The Carbon Cycle Flashcards
Carbon is the 4th most abundant element in the universe. Which 3 elements are more abundant than carbon?
Hydrogen, Oxygen, Helium
What % of our bodies is made up of water and carbon?
83%
What is carbon called when its a gas?
Carbon dioxide
Carbon can also exist as a solid, what are two examples of this?
Limestone, wood.
5 most important carbon compounds:
-Carbon dioxide
-Methane
-Calcium carbonate
-Hydrocarbons
-Bio-molecules
What is methane?
A gas found in the atmosphere, soils and oceans and sedimentary rocks.
What is calcium carbonate?
A solid compound found in calcareous rocks, oceans and in the skeletons and shells of ocean creatures.
What are hydrocarbons?
Solids, liquids or gases usually found in sedimentary rocks.
What are bio-molecules?
Complex carbon compounds produced in living things. Proteins. carbohydrates, fats and oils, and DNA are examples of bio-molecules.
Primary/ original source of carbon on earth:
Earth’s interior. It was stored in the earth’s mantle when earth was formed. It escapes here at destructive and constructive plate boundaries and volcanoes.
Co2 released at destructive margins is derived from what?
Metamorphism of carbonate rocks subducting with the ocean crust.
What unit is used by the United Nations climate change panel to measure carbon?
A gigatonne, 1Gt amounts to 1 billion tonnes.
How is transfer of carbon measured?
Gigatonnes of carbon per year.
Anthropogenic CO2 definition:
Carbon dioxide generated by human activity.
Biosphere definition:
The total sum of all living matter.
Carbon sequestration definition:
Capture of carbon dioxide from the atmosphere or capturing anthropogenic CO2 from stationary sources before it is released into the atmosphere. After it is captured it is put into long-term storage.
Carbon sink definition:
A store of carbon that absorbs more carbon than it releases.
Greenhouse gas definition:
Any gaseous compound in the atmosphere that is capable if absorbing infrared radiation, thereby trapping and holding heat in the atmosphere.
Lithosphere definition:
The crust and the uppermost mantle; this constitutes the hard and rigid outer layer of the earth.
Weathering definition:
The breakdown of rocks in situ by a combination of weather, plants and animals.
Inorganic deposits of carbon in the lithosphere:
Fossil fuels like coal, oil, and natural gas, oil shale and carbonate sedimentary deposits like limestones.

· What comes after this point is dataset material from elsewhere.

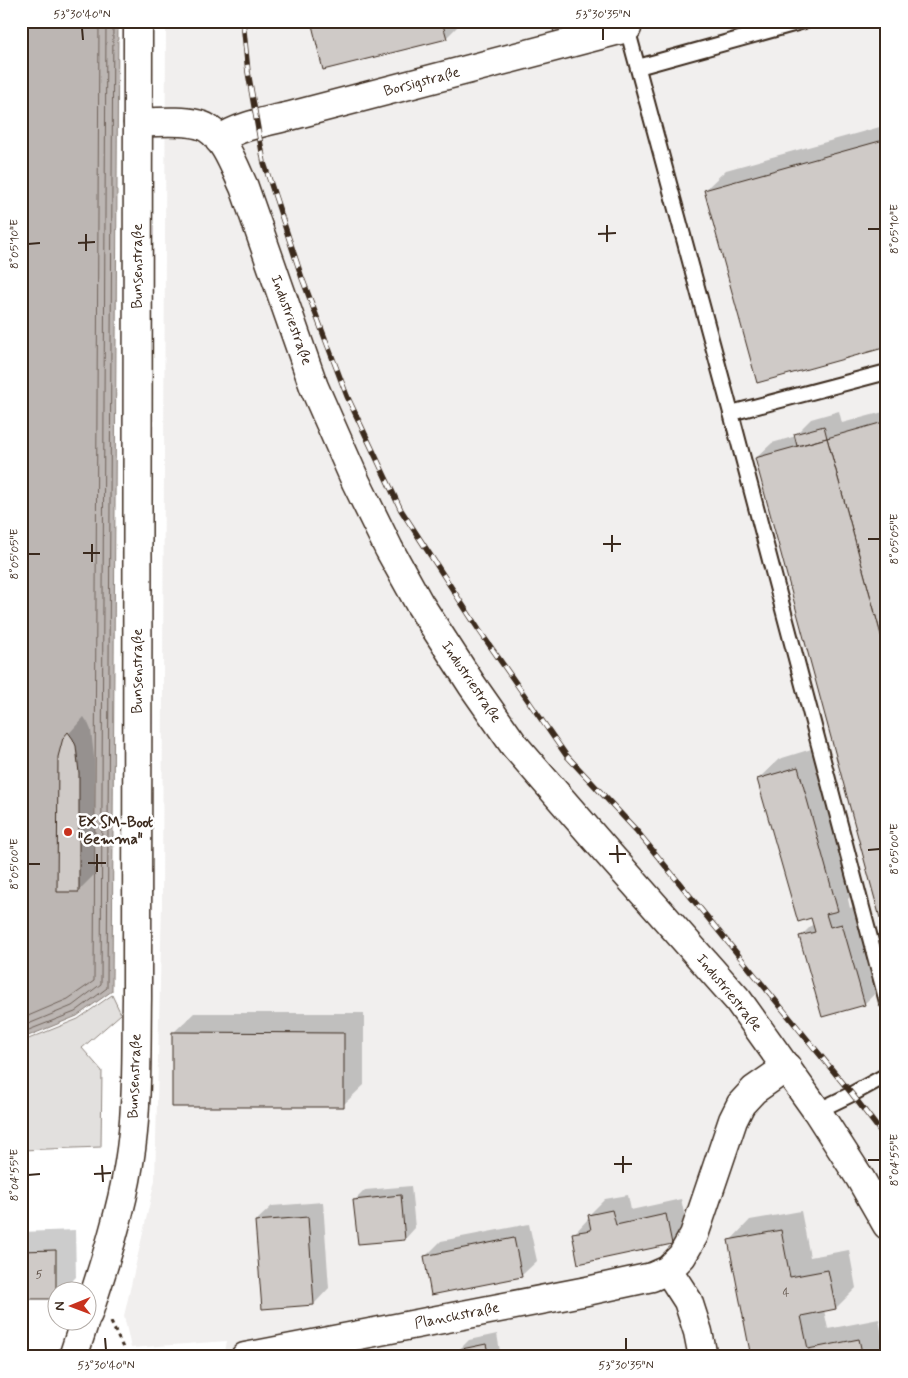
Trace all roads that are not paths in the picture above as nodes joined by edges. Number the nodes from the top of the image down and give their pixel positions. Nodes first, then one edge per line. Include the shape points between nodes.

Four stores carbon is distributed between in the lithosphere:
Marine sediments/ sedimentary rocks- 100 million GtC
Soil organic matter- 1,500-1,600 GtC
Fossil fuel deposits of coal, oil and gas- 4,100 GtC
Peat- 250 GtC
What is peat?
Dead but undecayed organic matter found in boggy areas.
Hydrosphere- Ocean stores can be divided into 3:
-Surface layer where sunlight penetrates (photosynthesis)- 900 GtC
-Intermediate (twilight zone) and the deep layer of water- 37,100 GtC
-Living organic matter- 30 GtC and dissolved organic matter- 700 GtC
Total oceanic carbon:
37,000- 40,000 GtC
How is a sedimentary layer formed in the ocean?
Dead organisms decay releases carbon dioxide into deep water, some material sinks right to the bottom, forming carbon-rich sediments. Over millions of years chemical and physical processes may turn the sediments into rocks.
What is the estimated total amount of carbon in the terrestrial biosphere?
3,170 GtC.
What are the 5 main stores of carbon in the terrestrial biosphere?
-Living vegetation
-Plant litter
-Soil humus
-Peat
-Animals
What % of carbon in the Earth’s biosphere is in plants?
19%
Where in the plants is most carbon stored?
Directly in the tissue
What is the amount of carbon in the biomass and what affects this?
35-65%, varies depending on the location and vegetation type.
Which latitude forests hold the most carbon?
Half of carbon in forests is in high-latitude forests.
One third is in low-latitude forests.
What are the two largest forest reservoirs?
In Russia, holding 25% of the world’s forest carbon and the Amazon basin, containing 20%.
What is plant litter defined as?
Fresh, undecomposed, and easily recognisable plant debris.
What type of plant litter is most common in forests?
70% of litter in forests is leaf tissues.
What is soil humus?
Originates from litter decomposition, a thick brown substance that remains after most of the organic litter has decomposed.
How does soil humus get dispersed?
Throughout soil by soil organisms such as earth worms.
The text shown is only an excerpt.